__EXERCISE__. Write out the data again in full, exactly as it reads.
Top of TASK INPUTS
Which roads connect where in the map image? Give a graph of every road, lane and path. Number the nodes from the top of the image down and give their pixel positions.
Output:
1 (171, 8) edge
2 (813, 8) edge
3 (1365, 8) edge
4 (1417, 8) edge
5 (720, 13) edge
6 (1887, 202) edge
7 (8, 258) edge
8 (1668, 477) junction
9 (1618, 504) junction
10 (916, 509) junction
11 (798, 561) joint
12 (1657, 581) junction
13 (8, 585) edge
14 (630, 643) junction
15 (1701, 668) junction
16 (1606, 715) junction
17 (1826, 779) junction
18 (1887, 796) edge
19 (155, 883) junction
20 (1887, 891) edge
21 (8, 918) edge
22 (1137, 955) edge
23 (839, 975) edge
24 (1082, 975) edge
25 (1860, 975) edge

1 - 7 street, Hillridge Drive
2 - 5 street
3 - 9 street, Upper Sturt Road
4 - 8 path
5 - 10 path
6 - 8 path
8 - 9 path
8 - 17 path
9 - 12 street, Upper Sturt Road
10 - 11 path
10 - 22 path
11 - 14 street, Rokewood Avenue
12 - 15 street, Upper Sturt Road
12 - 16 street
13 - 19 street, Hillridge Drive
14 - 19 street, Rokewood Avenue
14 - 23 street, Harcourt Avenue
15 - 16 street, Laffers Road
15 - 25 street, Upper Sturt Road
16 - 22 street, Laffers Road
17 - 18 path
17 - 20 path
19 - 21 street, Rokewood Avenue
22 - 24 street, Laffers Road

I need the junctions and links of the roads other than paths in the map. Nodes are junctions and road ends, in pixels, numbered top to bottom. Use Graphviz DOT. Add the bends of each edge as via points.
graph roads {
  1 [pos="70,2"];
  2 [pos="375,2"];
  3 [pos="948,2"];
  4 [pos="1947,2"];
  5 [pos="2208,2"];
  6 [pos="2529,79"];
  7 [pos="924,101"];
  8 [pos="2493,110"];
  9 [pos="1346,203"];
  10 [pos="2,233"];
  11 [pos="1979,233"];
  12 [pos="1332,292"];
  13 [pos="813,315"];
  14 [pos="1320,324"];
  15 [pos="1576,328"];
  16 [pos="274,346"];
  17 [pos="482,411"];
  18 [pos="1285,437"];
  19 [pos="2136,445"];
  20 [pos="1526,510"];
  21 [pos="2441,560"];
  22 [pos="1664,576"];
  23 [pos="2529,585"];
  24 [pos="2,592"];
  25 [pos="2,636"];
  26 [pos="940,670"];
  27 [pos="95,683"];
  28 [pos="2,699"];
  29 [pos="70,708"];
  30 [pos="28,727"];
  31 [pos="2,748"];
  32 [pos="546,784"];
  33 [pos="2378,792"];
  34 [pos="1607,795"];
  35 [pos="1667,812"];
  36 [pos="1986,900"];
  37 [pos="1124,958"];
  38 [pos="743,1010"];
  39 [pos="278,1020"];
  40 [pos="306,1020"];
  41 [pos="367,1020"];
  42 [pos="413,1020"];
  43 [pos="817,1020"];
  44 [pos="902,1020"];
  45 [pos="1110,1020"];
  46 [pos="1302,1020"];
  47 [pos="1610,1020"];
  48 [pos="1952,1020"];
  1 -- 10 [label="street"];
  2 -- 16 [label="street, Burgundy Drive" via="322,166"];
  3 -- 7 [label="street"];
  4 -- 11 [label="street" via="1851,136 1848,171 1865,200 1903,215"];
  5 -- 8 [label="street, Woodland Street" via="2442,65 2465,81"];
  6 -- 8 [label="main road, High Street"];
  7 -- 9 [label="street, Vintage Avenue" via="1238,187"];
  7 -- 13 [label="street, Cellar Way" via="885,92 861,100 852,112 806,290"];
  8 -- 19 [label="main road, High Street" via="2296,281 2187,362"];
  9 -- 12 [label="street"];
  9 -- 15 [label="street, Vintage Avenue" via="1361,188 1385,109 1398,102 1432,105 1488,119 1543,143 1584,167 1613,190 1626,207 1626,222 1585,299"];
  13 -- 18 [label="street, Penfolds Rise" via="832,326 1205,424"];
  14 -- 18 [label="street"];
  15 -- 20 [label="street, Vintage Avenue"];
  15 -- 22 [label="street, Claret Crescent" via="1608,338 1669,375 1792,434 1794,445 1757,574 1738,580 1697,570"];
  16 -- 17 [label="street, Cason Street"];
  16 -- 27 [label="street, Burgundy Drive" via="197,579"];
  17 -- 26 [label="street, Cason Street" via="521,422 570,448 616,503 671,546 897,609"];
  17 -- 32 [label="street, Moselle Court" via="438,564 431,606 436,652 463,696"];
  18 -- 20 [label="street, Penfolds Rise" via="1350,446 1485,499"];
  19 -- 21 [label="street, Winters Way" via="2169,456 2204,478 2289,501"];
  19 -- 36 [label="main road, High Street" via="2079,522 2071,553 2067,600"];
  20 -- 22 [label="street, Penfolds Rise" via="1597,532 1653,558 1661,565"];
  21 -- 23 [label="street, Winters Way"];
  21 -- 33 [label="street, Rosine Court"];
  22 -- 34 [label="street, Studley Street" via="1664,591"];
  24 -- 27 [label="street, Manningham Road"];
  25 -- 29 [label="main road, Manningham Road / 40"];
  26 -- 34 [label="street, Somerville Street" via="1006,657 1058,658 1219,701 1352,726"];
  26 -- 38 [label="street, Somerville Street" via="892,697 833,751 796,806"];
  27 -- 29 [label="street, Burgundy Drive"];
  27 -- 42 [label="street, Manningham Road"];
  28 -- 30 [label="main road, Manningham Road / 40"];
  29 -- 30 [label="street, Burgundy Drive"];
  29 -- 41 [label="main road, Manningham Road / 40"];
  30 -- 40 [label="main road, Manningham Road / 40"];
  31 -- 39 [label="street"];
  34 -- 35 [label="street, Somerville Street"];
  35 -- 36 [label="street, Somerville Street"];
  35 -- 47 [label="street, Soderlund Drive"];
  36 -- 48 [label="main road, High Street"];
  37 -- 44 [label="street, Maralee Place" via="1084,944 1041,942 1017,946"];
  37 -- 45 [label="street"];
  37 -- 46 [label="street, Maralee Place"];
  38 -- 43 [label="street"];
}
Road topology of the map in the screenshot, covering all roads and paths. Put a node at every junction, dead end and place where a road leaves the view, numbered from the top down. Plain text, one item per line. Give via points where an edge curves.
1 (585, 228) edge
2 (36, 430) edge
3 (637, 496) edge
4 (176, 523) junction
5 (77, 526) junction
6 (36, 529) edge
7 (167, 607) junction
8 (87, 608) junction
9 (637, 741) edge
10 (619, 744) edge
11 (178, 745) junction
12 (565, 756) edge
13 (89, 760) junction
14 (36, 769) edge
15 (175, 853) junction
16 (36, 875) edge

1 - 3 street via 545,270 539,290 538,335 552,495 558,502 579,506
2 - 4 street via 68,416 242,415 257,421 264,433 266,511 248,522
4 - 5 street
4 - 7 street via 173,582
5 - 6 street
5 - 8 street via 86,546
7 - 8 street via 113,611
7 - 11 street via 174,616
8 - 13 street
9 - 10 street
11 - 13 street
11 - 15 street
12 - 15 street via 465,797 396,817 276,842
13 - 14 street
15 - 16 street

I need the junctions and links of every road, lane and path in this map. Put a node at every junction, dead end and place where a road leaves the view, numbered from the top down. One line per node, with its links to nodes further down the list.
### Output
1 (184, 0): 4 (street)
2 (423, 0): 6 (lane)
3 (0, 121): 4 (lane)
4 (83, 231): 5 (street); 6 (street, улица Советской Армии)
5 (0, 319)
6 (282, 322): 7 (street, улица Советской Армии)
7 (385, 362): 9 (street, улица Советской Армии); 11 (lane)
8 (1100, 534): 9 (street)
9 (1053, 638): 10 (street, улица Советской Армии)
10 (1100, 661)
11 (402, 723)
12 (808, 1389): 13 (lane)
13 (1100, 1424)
Bottom of TASK INPUTS
__TASK RESULT__.
Which roads connect where in the map image? Give a graph of every road, lane and path. Number the nodes from the top of the image down and give their pixel positions.
Output:
1 (171, 8) edge
2 (813, 8) edge
3 (1365, 8) edge
4 (1417, 8) edge
5 (720, 13) edge
6 (1887, 202) edge
7 (8, 258) edge
8 (1668, 477) junction
9 (1618, 504) junction
10 (916, 509) junction
11 (798, 561) joint
12 (1657, 581) junction
13 (8, 585) edge
14 (630, 643) junction
15 (1701, 668) junction
16 (1606, 715) junction
17 (1826, 779) junction
18 (1887, 796) edge
19 (155, 883) junction
20 (1887, 891) edge
21 (8, 918) edge
22 (1137, 955) edge
23 (839, 975) edge
24 (1082, 975) edge
25 (1860, 975) edge

1 - 7 street, Hillridge Drive
2 - 5 street
3 - 9 street, Upper Sturt Road
4 - 8 path
5 - 10 path
6 - 8 path
8 - 9 path
8 - 17 path
9 - 12 street, Upper Sturt Road
10 - 11 path
10 - 22 path
11 - 14 street, Rokewood Avenue
12 - 15 street, Upper Sturt Road
12 - 16 street
13 - 19 street, Hillridge Drive
14 - 19 street, Rokewood Avenue
14 - 23 street, Harcourt Avenue
15 - 16 street, Laffers Road
15 - 25 street, Upper Sturt Road
16 - 22 street, Laffers Road
17 - 18 path
17 - 20 path
19 - 21 street, Rokewood Avenue
22 - 24 street, Laffers Road

I need the junctions and links of the roads other than paths in the map. Nodes are junctions and road ends, in pixels, numbered top to bottom. Use Graphviz DOT. Add the bends of each edge as via points.
graph roads {
  1 [pos="70,2"];
  2 [pos="375,2"];
  3 [pos="948,2"];
  4 [pos="1947,2"];
  5 [pos="2208,2"];
  6 [pos="2529,79"];
  7 [pos="924,101"];
  8 [pos="2493,110"];
  9 [pos="1346,203"];
  10 [pos="2,233"];
  11 [pos="1979,233"];
  12 [pos="1332,292"];
  13 [pos="813,315"];
  14 [pos="1320,324"];
  15 [pos="1576,328"];
  16 [pos="274,346"];
  17 [pos="482,411"];
  18 [pos="1285,437"];
  19 [pos="2136,445"];
  20 [pos="1526,510"];
  21 [pos="2441,560"];
  22 [pos="1664,576"];
  23 [pos="2529,585"];
  24 [pos="2,592"];
  25 [pos="2,636"];
  26 [pos="940,670"];
  27 [pos="95,683"];
  28 [pos="2,699"];
  29 [pos="70,708"];
  30 [pos="28,727"];
  31 [pos="2,748"];
  32 [pos="546,784"];
  33 [pos="2378,792"];
  34 [pos="1607,795"];
  35 [pos="1667,812"];
  36 [pos="1986,900"];
  37 [pos="1124,958"];
  38 [pos="743,1010"];
  39 [pos="278,1020"];
  40 [pos="306,1020"];
  41 [pos="367,1020"];
  42 [pos="413,1020"];
  43 [pos="817,1020"];
  44 [pos="902,1020"];
  45 [pos="1110,1020"];
  46 [pos="1302,1020"];
  47 [pos="1610,1020"];
  48 [pos="1952,1020"];
  1 -- 10 [label="street"];
  2 -- 16 [label="street, Burgundy Drive" via="322,166"];
  3 -- 7 [label="street"];
  4 -- 11 [label="street" via="1851,136 1848,171 1865,200 1903,215"];
  5 -- 8 [label="street, Woodland Street" via="2442,65 2465,81"];
  6 -- 8 [label="main road, High Street"];
  7 -- 9 [label="street, Vintage Avenue" via="1238,187"];
  7 -- 13 [label="street, Cellar Way" via="885,92 861,100 852,112 806,290"];
  8 -- 19 [label="main road, High Street" via="2296,281 2187,362"];
  9 -- 12 [label="street"];
  9 -- 15 [label="street, Vintage Avenue" via="1361,188 1385,109 1398,102 1432,105 1488,119 1543,143 1584,167 1613,190 1626,207 1626,222 1585,299"];
  13 -- 18 [label="street, Penfolds Rise" via="832,326 1205,424"];
  14 -- 18 [label="street"];
  15 -- 20 [label="street, Vintage Avenue"];
  15 -- 22 [label="street, Claret Crescent" via="1608,338 1669,375 1792,434 1794,445 1757,574 1738,580 1697,570"];
  16 -- 17 [label="street, Cason Street"];
  16 -- 27 [label="street, Burgundy Drive" via="197,579"];
  17 -- 26 [label="street, Cason Street" via="521,422 570,448 616,503 671,546 897,609"];
  17 -- 32 [label="street, Moselle Court" via="438,564 431,606 436,652 463,696"];
  18 -- 20 [label="street, Penfolds Rise" via="1350,446 1485,499"];
  19 -- 21 [label="street, Winters Way" via="2169,456 2204,478 2289,501"];
  19 -- 36 [label="main road, High Street" via="2079,522 2071,553 2067,600"];
  20 -- 22 [label="street, Penfolds Rise" via="1597,532 1653,558 1661,565"];
  21 -- 23 [label="street, Winters Way"];
  21 -- 33 [label="street, Rosine Court"];
  22 -- 34 [label="street, Studley Street" via="1664,591"];
  24 -- 27 [label="street, Manningham Road"];
  25 -- 29 [label="main road, Manningham Road / 40"];
  26 -- 34 [label="street, Somerville Street" via="1006,657 1058,658 1219,701 1352,726"];
  26 -- 38 [label="street, Somerville Street" via="892,697 833,751 796,806"];
  27 -- 29 [label="street, Burgundy Drive"];
  27 -- 42 [label="street, Manningham Road"];
  28 -- 30 [label="main road, Manningham Road / 40"];
  29 -- 30 [label="street, Burgundy Drive"];
  29 -- 41 [label="main road, Manningham Road / 40"];
  30 -- 40 [label="main road, Manningham Road / 40"];
  31 -- 39 [label="street"];
  34 -- 35 [label="street, Somerville Street"];
  35 -- 36 [label="street, Somerville Street"];
  35 -- 47 [label="street, Soderlund Drive"];
  36 -- 48 [label="main road, High Street"];
  37 -- 44 [label="street, Maralee Place" via="1084,944 1041,942 1017,946"];
  37 -- 45 [label="street"];
  37 -- 46 [label="street, Maralee Place"];
  38 -- 43 [label="street"];
}
Road topology of the map in the screenshot, covering all roads and paths. Put a node at every junction, dead end and place where a road leaves the view, numbered from the top down. Plain text, one item per line. Give via points where an edge curves.
1 (585, 228) edge
2 (36, 430) edge
3 (637, 496) edge
4 (176, 523) junction
5 (77, 526) junction
6 (36, 529) edge
7 (167, 607) junction
8 (87, 608) junction
9 (637, 741) edge
10 (619, 744) edge
11 (178, 745) junction
12 (565, 756) edge
13 (89, 760) junction
14 (36, 769) edge
15 (175, 853) junction
16 (36, 875) edge

1 - 3 street via 545,270 539,290 538,335 552,495 558,502 579,506
2 - 4 street via 68,416 242,415 257,421 264,433 266,511 248,522
4 - 5 street
4 - 7 street via 173,582
5 - 6 street
5 - 8 street via 86,546
7 - 8 street via 113,611
7 - 11 street via 174,616
8 - 13 street
9 - 10 street
11 - 13 street
11 - 15 street
12 - 15 street via 465,797 396,817 276,842
13 - 14 street
15 - 16 street

I need the junctions and links of every road, lane and path in this map. Put a node at every junction, dead end and place where a road leaves the view, numbered from the top down. One line per node, with its links to nodes further down the list.
### Output
1 (184, 0): 4 (street)
2 (423, 0): 6 (lane)
3 (0, 121): 4 (lane)
4 (83, 231): 5 (street); 6 (street, улица Советской Армии)
5 (0, 319)
6 (282, 322): 7 (street, улица Советской Армии)
7 (385, 362): 9 (street, улица Советской Армии); 11 (lane)
8 (1100, 534): 9 (street)
9 (1053, 638): 10 (street, улица Советской Армии)
10 (1100, 661)
11 (402, 723)
12 (808, 1389): 13 (lane)
13 (1100, 1424)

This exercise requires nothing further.